No dignified exit from deluded Team Boris
Dignified #Dignified
Appropriately it was Beating Retreat last night on Horse Guards. That’s the ancient ceremony where the massed bands of the Household Division parade, watched by, among others, an invited audience of thirsty politicians, their aides and journalists. As of last night, the prime minister was refusing either to retreat or to beat it.
Instead, Boris Johnson’s advisers and a diminishing band of ministerial supporters were running around Westminster trying to save his premiership.
In an indication of how hard the prime minister was finding it to adjust to the reality of what is happening to him, he told a gathering of Tory MPs that the resignation of the chancellor should really be seen as good news for the government because hiring a successor would make it easier to deliver tax cuts.
At Westminster, it felt as though a dam had been breached. Surely now, with MPs having had enough of the shambles and serial deceit, and a change of rules coming to enable a rerun of the confidence vote the PM won a few weeks ago, he would see that the situation merited a dignified departure? Last night, in classic Johnson style, he was giving it one last go at survival.
There was a mad scramble by a deluded Team Boris as they tried to identify a person, any person, prepared to accept the second most important political post in the country and risk being the shortest-serving holder of the office of chancellor of the exchequer. Nadhim Zahawi, promoted to the role, may find himself ejected by Johnson’s successor soon.
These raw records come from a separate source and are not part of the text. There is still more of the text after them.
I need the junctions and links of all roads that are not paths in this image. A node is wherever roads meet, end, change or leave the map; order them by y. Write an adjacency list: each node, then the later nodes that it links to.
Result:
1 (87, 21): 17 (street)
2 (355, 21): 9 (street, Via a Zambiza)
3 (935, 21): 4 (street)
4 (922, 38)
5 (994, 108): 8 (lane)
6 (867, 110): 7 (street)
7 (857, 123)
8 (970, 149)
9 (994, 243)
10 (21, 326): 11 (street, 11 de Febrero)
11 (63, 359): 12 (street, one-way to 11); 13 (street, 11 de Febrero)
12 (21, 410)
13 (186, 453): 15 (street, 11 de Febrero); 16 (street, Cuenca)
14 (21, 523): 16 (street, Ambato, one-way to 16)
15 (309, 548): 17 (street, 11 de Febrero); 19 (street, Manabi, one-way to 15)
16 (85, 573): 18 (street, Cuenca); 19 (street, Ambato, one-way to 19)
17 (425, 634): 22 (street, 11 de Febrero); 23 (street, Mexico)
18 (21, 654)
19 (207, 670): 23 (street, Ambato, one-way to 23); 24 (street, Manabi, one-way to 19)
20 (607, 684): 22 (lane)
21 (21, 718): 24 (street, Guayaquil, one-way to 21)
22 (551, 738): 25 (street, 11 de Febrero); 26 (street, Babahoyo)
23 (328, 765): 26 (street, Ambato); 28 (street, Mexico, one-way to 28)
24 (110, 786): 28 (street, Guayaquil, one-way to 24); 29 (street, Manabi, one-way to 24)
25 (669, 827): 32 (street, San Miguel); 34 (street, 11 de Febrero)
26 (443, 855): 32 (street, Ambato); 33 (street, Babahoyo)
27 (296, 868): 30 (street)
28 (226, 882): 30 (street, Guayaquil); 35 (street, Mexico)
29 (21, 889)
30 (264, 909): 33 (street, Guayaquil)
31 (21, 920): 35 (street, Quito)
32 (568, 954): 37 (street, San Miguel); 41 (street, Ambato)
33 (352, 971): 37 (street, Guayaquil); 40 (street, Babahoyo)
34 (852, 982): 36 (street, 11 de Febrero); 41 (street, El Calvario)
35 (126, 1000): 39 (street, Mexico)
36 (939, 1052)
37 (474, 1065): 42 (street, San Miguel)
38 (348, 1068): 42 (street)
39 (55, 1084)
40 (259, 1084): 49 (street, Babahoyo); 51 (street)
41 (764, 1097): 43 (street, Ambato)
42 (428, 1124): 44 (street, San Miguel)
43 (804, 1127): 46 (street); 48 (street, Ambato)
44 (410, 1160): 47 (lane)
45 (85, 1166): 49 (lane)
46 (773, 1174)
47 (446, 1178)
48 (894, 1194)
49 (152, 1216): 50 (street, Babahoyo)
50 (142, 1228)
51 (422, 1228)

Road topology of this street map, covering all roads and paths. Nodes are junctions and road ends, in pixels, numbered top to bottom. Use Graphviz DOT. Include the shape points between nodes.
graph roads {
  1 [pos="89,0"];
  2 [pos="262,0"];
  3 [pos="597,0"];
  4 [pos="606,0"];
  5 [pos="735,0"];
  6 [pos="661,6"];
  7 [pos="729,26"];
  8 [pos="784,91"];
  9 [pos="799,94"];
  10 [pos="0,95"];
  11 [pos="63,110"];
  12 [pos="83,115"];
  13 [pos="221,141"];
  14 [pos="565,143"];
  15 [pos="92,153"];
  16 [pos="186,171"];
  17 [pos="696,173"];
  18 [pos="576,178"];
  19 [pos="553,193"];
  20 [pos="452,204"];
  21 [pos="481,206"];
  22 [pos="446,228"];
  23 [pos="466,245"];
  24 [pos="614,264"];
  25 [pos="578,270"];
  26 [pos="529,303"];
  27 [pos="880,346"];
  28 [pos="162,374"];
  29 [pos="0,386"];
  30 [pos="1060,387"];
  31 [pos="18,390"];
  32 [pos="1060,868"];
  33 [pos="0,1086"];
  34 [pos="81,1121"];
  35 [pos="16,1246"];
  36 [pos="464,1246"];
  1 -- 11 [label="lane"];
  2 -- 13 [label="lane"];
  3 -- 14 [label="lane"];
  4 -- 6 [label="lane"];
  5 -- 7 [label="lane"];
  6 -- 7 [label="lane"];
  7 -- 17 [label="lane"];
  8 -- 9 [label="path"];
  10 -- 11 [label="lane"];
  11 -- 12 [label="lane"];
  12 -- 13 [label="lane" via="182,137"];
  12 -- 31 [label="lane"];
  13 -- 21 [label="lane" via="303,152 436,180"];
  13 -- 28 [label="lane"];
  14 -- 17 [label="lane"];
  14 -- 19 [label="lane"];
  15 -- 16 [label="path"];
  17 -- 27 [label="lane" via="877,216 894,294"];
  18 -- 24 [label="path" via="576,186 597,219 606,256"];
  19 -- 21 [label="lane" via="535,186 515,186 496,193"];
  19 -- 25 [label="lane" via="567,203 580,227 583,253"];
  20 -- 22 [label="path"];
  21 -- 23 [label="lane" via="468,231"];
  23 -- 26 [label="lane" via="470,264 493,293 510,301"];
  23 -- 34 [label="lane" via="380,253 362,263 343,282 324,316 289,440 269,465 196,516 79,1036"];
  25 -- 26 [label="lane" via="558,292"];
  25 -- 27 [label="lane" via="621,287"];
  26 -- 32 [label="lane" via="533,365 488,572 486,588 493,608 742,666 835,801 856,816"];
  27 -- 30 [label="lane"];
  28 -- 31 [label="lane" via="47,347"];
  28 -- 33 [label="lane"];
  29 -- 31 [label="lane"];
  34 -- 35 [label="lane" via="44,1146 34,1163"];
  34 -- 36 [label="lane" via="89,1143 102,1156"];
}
“It’s tricky to be offered the chancellorship now. It could turn into a springboard to be prime minister in a few weeks,” a passing MP pointed out. “Then again accepting it does mean endorsing the outgoing PM and this government. It’s not a good look.”
Elsewhere in the Palace of Westminster at dusk, MPs from rival leadership campaigns were already preparing to wave off Johnson, even if he had other ideas. Some rushed to identify the likely winner, presumably in order to back him or her.
“There is only one man it can be,” said one wise veteran MP, before naming two candidates, as a precaution. “It has to be Jeremy [Hunt],” said another. “Watch [Ben] Wallace, it cannot be Rishi, too many mistakes,” yet another told me. I had assumed this ambitious MP would be on Sunak’s leadership team. Not so, it appears.
If it sounds as though Tory MPs are treating this frivolously, those I encountered on a febrile evening in and around the Palace of Westminster were not. While the Conservative Party can be ruthless, its more sensible MPs and followers tend to know that removing a leader is an act of regicide with tricky consequences that echo down the decades.
Meanwhile, there were sightings of Michael Gove, who did for Boris the first time round in 2016 by warning the Johnson premiership would end in disaster.
Gove was not at Westminster. He was down the road at the opera last night watching a performance of Cavalleria Rusticana. Mascagni’s masterwork is set in a Sicilian village. It is, portentously perhaps, a tale of brutality, betrayal and revenge.